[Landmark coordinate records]
==========

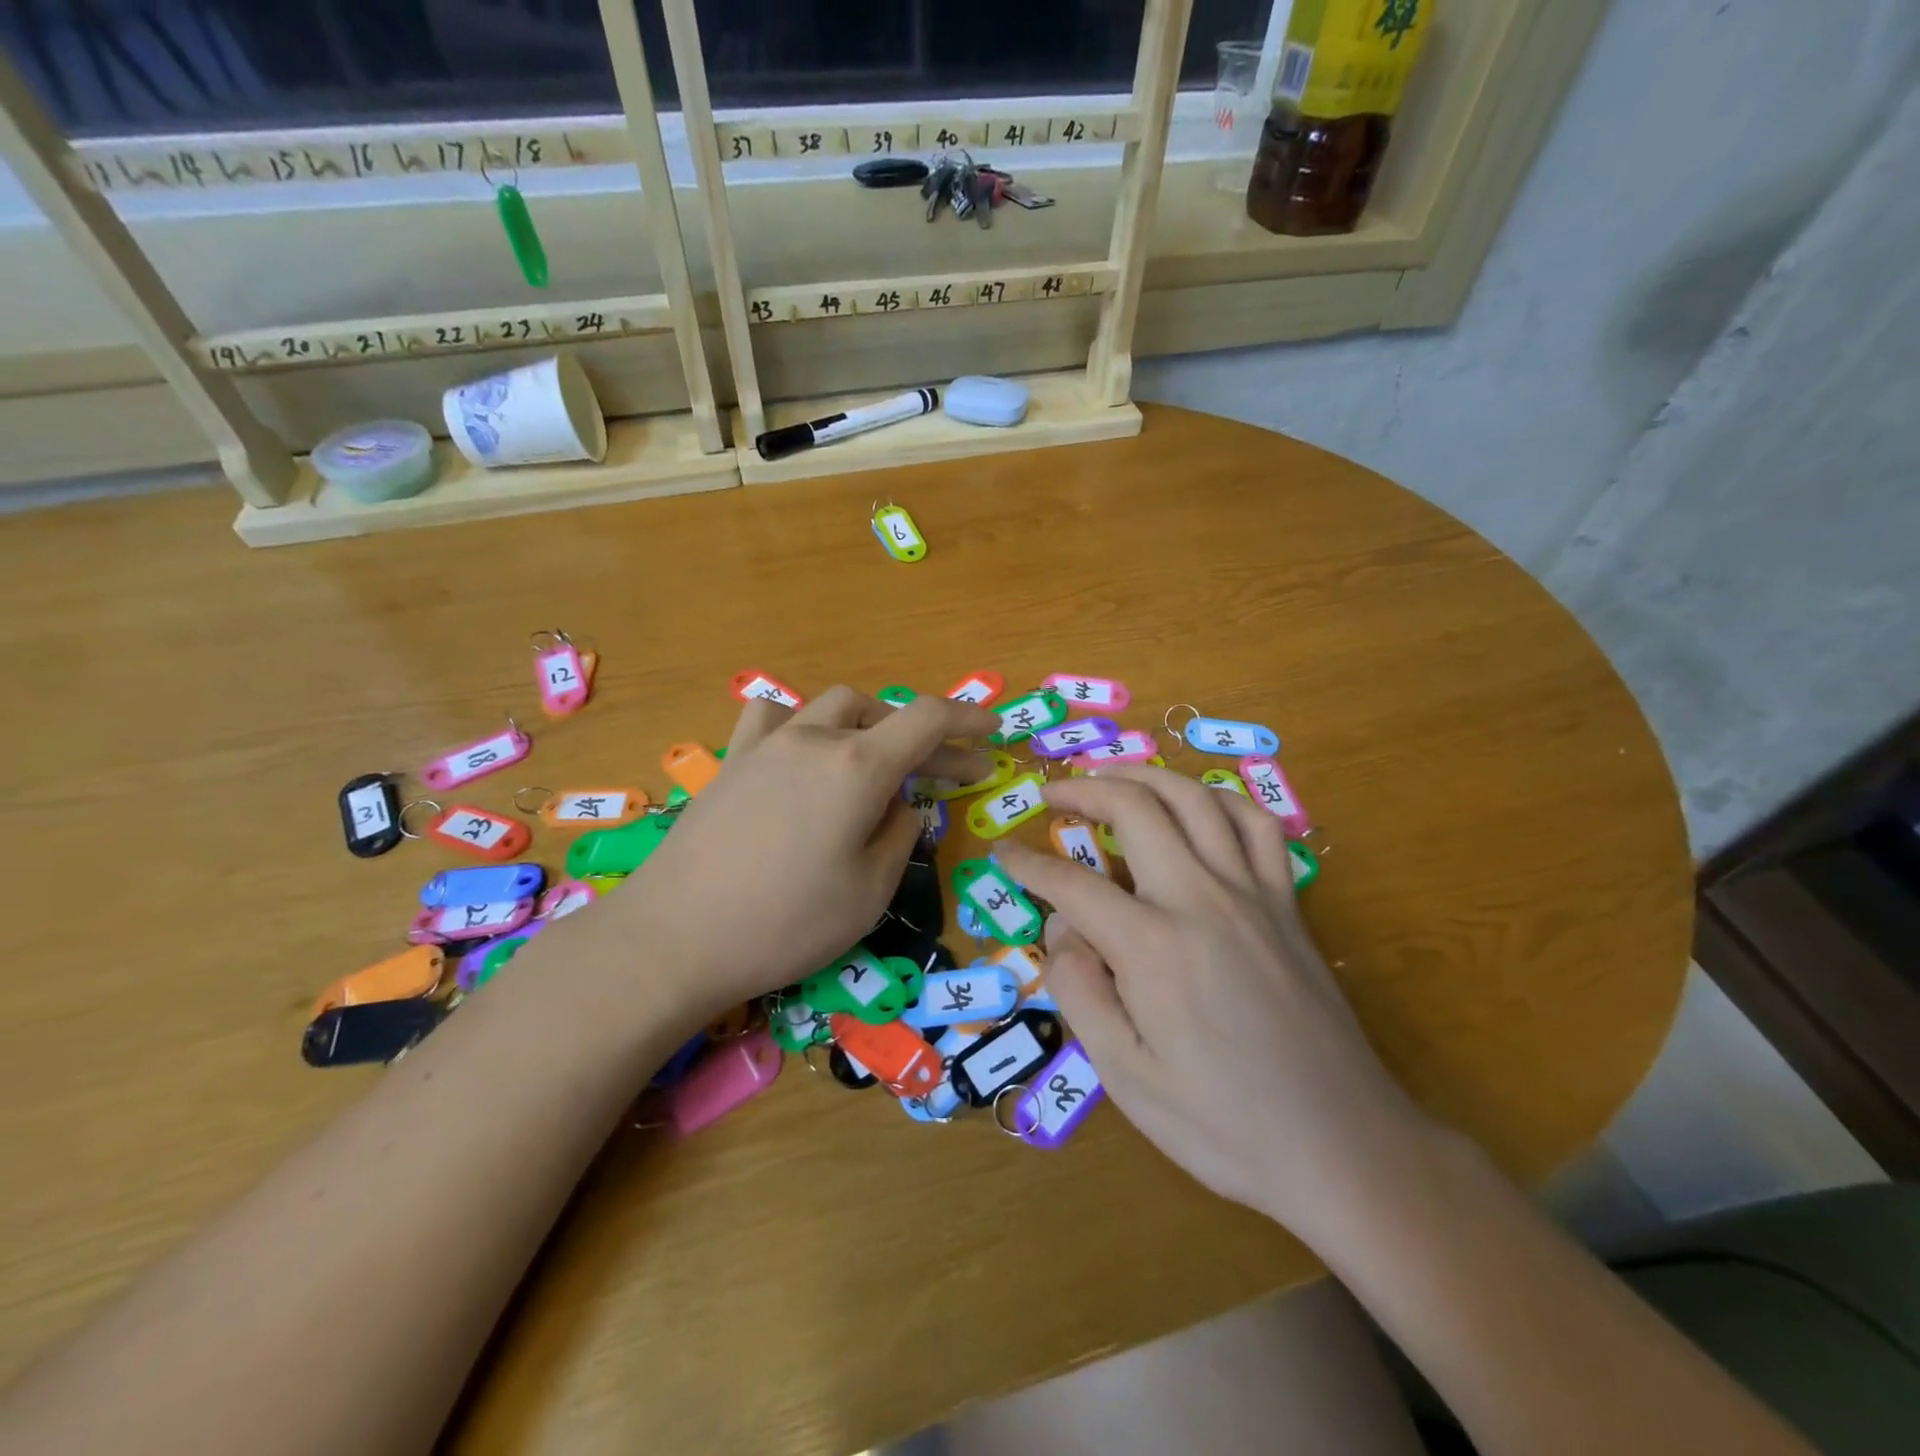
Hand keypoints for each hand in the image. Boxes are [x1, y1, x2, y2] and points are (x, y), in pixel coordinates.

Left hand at [613, 688, 996, 1013]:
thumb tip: (901, 806)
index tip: (993, 732)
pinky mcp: (732, 762)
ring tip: (878, 761)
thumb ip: (900, 835)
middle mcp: (815, 739)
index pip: (927, 718)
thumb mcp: (870, 891)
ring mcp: (768, 745)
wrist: (675, 938)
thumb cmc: (786, 923)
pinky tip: (803, 753)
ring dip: (869, 724)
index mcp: (858, 766)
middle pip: (884, 713)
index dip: (967, 719)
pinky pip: (775, 718)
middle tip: (948, 777)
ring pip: (833, 706)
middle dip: (926, 739)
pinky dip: (805, 725)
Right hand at [994, 767, 1433, 1237]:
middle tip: (1050, 793)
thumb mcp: (1126, 1077)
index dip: (1028, 864)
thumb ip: (1080, 992)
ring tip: (1112, 775)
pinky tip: (1197, 805)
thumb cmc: (1224, 1124)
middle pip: (1135, 809)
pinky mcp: (1287, 903)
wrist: (1344, 1147)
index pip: (1072, 884)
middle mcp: (1202, 899)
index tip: (1003, 853)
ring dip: (1145, 775)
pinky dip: (1218, 799)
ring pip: (1195, 799)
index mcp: (1154, 946)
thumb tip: (1062, 929)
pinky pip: (1255, 825)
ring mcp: (1253, 894)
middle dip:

==========

Exclude the pictures. Write out the remaining data exactly.

Hand keypoints for each hand in the image. Boxes are [x1, y1, x2, y2] and points are (x, y), in pixel coordinates.

Left hand at [613, 688, 996, 1013]:
thumb tip: (901, 806)
index tip: (993, 732)
pinky mcp: (732, 762)
ring tip: (878, 761)
thumb ip: (900, 835)
middle mcp: (815, 739)
index pip: (927, 718)
thumb mcp: (870, 891)
ring mcp: (768, 745)
wrist: (675, 938)
thumb cmc: (786, 923)
pinky tip: (803, 753)
ring dip: (869, 724)
index mcp: (858, 766)
middle pip: (884, 713)
index dip: (967, 719)
pinky pip: (775, 718)
middle tip: (948, 777)
ring pip: (833, 706)
middle dip: (926, 739)
pinky dip: (805, 725)
Right hand at [994, 767, 1433, 1237]:
middle tip: (1050, 793)
thumb mcp: (1126, 1077)
index dip: (1028, 864)
thumb ip: (1080, 992)
ring tip: (1112, 775)
pinky tip: (1197, 805)
thumb cmc: (1224, 1124)
middle pip: (1135, 809)
pinky mcp: (1287, 903)
wrist: (1344, 1147)
index pip: (1072, 884)
middle mcp: (1202, 899)
index tip: (1003, 853)
ring dip: (1145, 775)
pinky dip: (1218, 799)
ring pip: (1195, 799)
index mcp: (1154, 946)
thumb tip: (1062, 929)
pinky pip: (1255, 825)
ring mcp: (1253, 894)
middle dip:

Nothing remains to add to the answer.